Dataset entries>
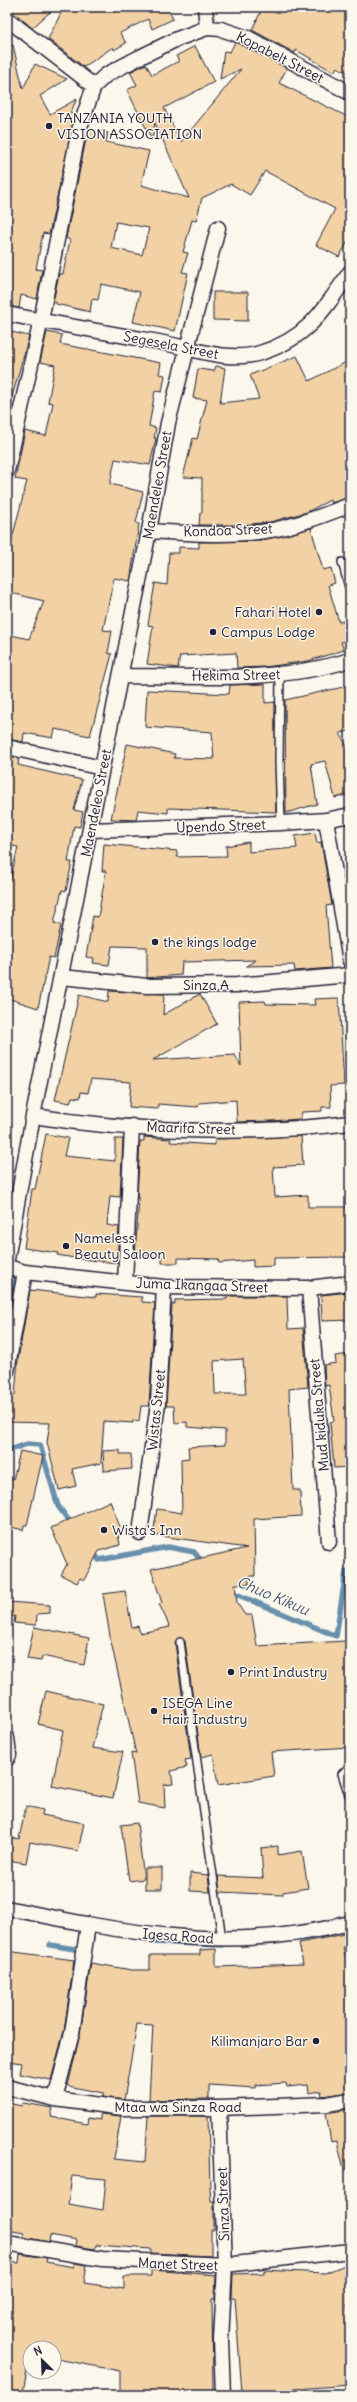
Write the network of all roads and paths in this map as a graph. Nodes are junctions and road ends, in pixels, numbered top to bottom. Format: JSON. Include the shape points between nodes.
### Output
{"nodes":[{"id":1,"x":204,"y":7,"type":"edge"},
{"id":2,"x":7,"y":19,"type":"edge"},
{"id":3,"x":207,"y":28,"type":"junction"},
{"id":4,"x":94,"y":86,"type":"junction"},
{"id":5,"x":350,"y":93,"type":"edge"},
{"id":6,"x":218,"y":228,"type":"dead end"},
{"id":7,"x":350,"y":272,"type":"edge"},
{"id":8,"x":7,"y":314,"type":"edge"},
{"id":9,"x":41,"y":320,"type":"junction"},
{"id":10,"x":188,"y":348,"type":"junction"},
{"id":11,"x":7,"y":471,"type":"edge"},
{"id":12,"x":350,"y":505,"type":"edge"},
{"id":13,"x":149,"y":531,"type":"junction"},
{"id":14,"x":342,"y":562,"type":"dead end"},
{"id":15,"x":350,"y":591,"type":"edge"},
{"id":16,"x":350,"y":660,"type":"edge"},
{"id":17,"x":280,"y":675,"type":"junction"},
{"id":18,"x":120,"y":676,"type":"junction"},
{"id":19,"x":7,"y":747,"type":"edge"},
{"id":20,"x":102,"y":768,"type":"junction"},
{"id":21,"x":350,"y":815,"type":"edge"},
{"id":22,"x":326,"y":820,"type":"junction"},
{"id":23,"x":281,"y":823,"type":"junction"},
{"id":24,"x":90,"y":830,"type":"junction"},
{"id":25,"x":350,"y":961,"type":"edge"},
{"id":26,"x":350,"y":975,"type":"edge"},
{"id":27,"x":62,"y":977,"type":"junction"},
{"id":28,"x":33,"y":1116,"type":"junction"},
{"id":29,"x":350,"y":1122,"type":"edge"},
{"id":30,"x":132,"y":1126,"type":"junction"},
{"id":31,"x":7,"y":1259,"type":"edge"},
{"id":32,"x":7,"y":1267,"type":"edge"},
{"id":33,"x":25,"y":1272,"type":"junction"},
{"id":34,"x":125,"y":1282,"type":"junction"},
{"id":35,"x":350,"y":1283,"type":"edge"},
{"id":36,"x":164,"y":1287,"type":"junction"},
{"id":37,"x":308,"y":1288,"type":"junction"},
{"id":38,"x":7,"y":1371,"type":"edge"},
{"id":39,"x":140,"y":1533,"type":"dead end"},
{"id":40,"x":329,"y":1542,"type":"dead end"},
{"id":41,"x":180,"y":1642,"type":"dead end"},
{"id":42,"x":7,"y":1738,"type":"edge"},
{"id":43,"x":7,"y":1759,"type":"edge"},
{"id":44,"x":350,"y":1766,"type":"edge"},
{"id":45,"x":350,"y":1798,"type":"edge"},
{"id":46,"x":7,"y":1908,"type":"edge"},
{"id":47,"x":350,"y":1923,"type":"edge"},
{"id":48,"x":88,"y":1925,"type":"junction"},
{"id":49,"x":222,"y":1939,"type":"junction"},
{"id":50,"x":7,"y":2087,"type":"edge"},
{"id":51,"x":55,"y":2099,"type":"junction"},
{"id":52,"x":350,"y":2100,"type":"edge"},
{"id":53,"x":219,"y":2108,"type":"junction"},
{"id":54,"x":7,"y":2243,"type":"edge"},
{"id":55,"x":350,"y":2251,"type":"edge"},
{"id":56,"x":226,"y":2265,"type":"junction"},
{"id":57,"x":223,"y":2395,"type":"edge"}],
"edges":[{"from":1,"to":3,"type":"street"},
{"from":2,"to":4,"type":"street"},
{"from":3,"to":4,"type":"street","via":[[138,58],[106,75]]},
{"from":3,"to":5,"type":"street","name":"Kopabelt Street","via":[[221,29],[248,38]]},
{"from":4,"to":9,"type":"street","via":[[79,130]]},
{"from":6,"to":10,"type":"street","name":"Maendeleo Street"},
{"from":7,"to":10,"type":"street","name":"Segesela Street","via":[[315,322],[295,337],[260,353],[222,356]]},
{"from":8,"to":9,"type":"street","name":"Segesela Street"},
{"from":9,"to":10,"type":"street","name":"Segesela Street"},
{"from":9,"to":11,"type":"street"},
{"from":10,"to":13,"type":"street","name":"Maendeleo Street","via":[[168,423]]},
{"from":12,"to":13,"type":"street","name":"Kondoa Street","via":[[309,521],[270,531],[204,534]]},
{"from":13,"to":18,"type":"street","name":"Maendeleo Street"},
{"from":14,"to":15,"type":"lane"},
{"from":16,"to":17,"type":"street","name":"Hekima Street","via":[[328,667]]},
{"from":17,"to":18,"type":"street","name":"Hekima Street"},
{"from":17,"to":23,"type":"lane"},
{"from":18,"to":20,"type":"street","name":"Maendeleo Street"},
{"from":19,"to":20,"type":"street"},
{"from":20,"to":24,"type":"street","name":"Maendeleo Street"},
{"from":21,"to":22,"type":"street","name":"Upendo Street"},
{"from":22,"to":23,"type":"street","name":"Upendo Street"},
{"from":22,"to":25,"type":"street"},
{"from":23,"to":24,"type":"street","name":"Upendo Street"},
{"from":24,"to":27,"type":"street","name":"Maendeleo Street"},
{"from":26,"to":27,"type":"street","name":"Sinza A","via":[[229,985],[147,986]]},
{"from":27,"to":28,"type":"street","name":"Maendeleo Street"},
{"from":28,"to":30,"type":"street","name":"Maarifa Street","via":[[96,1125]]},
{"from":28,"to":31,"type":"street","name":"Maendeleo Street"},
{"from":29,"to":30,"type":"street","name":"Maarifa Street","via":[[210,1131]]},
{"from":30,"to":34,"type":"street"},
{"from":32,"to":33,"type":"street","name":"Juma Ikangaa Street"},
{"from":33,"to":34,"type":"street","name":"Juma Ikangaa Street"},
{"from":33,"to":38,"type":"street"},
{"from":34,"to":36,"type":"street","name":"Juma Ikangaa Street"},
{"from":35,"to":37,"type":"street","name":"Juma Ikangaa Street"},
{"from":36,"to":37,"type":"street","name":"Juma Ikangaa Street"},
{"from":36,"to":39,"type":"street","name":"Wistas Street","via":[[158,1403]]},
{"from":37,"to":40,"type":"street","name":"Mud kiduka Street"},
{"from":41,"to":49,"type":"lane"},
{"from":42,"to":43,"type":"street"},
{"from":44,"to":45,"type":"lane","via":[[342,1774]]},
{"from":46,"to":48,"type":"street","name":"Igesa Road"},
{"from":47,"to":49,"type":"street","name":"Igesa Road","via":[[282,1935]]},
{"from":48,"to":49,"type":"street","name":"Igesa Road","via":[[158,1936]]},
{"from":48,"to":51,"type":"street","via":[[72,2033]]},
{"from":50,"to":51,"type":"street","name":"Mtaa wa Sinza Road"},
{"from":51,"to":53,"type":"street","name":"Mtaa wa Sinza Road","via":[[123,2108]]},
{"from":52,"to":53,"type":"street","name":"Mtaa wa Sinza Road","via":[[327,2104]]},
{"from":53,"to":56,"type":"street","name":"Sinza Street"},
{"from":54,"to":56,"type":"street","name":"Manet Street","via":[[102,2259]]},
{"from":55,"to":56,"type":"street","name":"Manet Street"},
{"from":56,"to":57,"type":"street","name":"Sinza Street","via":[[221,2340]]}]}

Exercise aim> For the word "Sinza", return every line of the records that holds it.

Response to the exercise>
{"from":26,"to":27,"type":"street","name":"Sinza A","via":[[229,985],[147,986]]},
{"from":50,"to":51,"type":"street","name":"Mtaa wa Sinza Road"},
{"from":51,"to":53,"type":"street","name":"Mtaa wa Sinza Road","via":[[123,2108]]},
{"from":52,"to":53,"type":"street","name":"Mtaa wa Sinza Road","via":[[327,2104]]},
{"from":53,"to":56,"type":"street","name":"Sinza Street"},
{"from":56,"to":57,"type":"street","name":"Sinza Street","via":[[221,2340]]}]}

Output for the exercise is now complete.